El caso no podía haberse presentado peor contra Lutero ante la dieta, a la que ahora se le pedía que sancionara el edicto imperial proclamando a Lutero un hereje bohemio y un revolucionario que pronto sería formalmente excomulgado por el papa. (La bula, por supuesto, había sido ocultada.) A menos que se le absolviera, debía ser puesto prisionero y sus libros debían ser extirpados. Los que no cooperaran con el edicto serían culpables de lesa majestad. La presentación de este edicto precipitó la tormenta. Los electores de Sajonia y Brandemburgo debieron ser separados en plena sesión de la dieta por el cardenal Lang. El Elector del Palatinado, ordinariamente taciturno, bramaba como un toro. Los estados pidieron tiempo, y respondieron que la enseñanza de Lutero estaba ya tan firmemente arraigada en el pueblo, que su condenación sin una audiencia ocasionaría grave peligro de insurrección. Debía ser llevado a la dieta bajo salvoconducto, y ser examinado por hombres doctos. Debía ser llevado a responder, no a discutir. Si renunciaba a lo que había dicho contra la fe, podían discutirse otros puntos. Si se rehusaba, la dieta apoyaría el edicto.

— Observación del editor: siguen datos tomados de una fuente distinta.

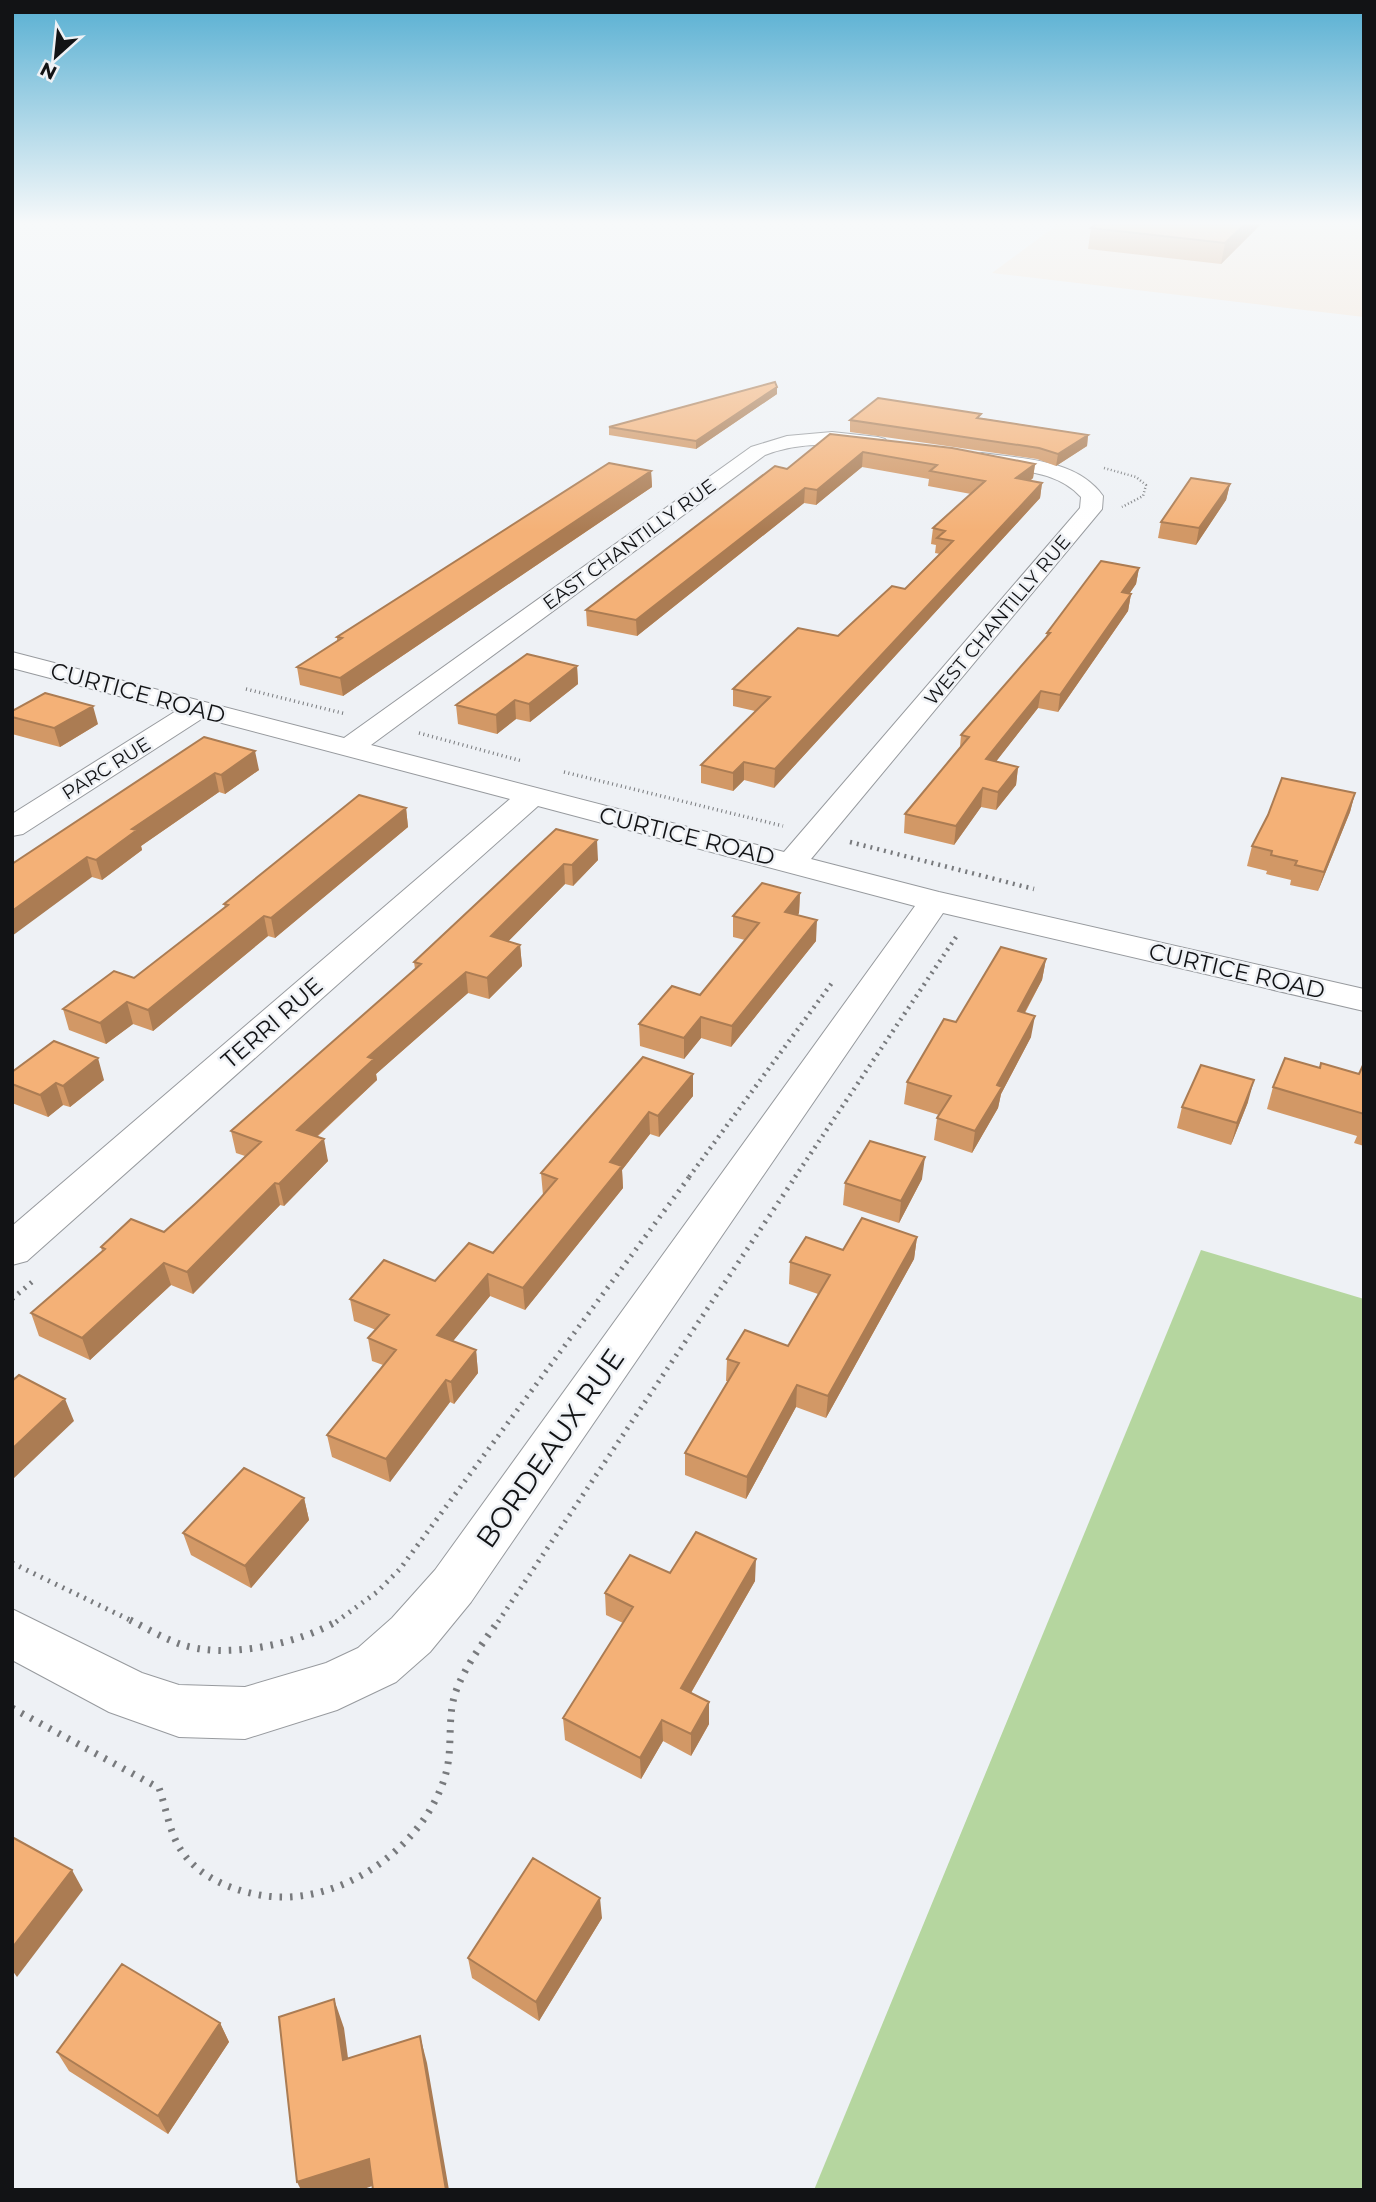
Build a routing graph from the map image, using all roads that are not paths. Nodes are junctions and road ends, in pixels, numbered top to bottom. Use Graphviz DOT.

Renovación de la invitación a Lutero

Así fue como el emperador volvió a su primer acuerdo de que Lutero debía comparecer. Se le limaron los dientes al edicto. Las penalidades por lesa majestad fueron sacadas. El edicto debía salir en nombre de los estados en vez del emperador solo, y Lutero debía ser llevado a la dieta para ser examinado. Entonces el emperador hizo una nueva invitación a Lutero. Lleva fecha del 6, aunque no fue enviada hasta él, porque mientras tanto se hacía otro intento de inducir a Federico a que asumiera la responsabilidad de traer al acusado. Pero éste nuevamente pasó el cargo directamente al emperador, quien, por último, envió la misiva dirigida a «Nuestro noble, querido y estimado Martín Lutero». «¡Voto al chápiro! -exclamó Aleandro cuando la vio-. ¡Esta no es forma de dirigirse a un hereje!» La carta continuaba: «Nosotros y la dieta hemos decidido pediros que vengáis bajo salvoconducto a responder por vuestros libros y enseñanzas. Tendréis veintiún días para llegar.» No hay una afirmación clara de que estaría prohibida la discusión. La invitación no fue confiada a las manos del correo común, sino a las del heraldo imperial Gaspar Sturm.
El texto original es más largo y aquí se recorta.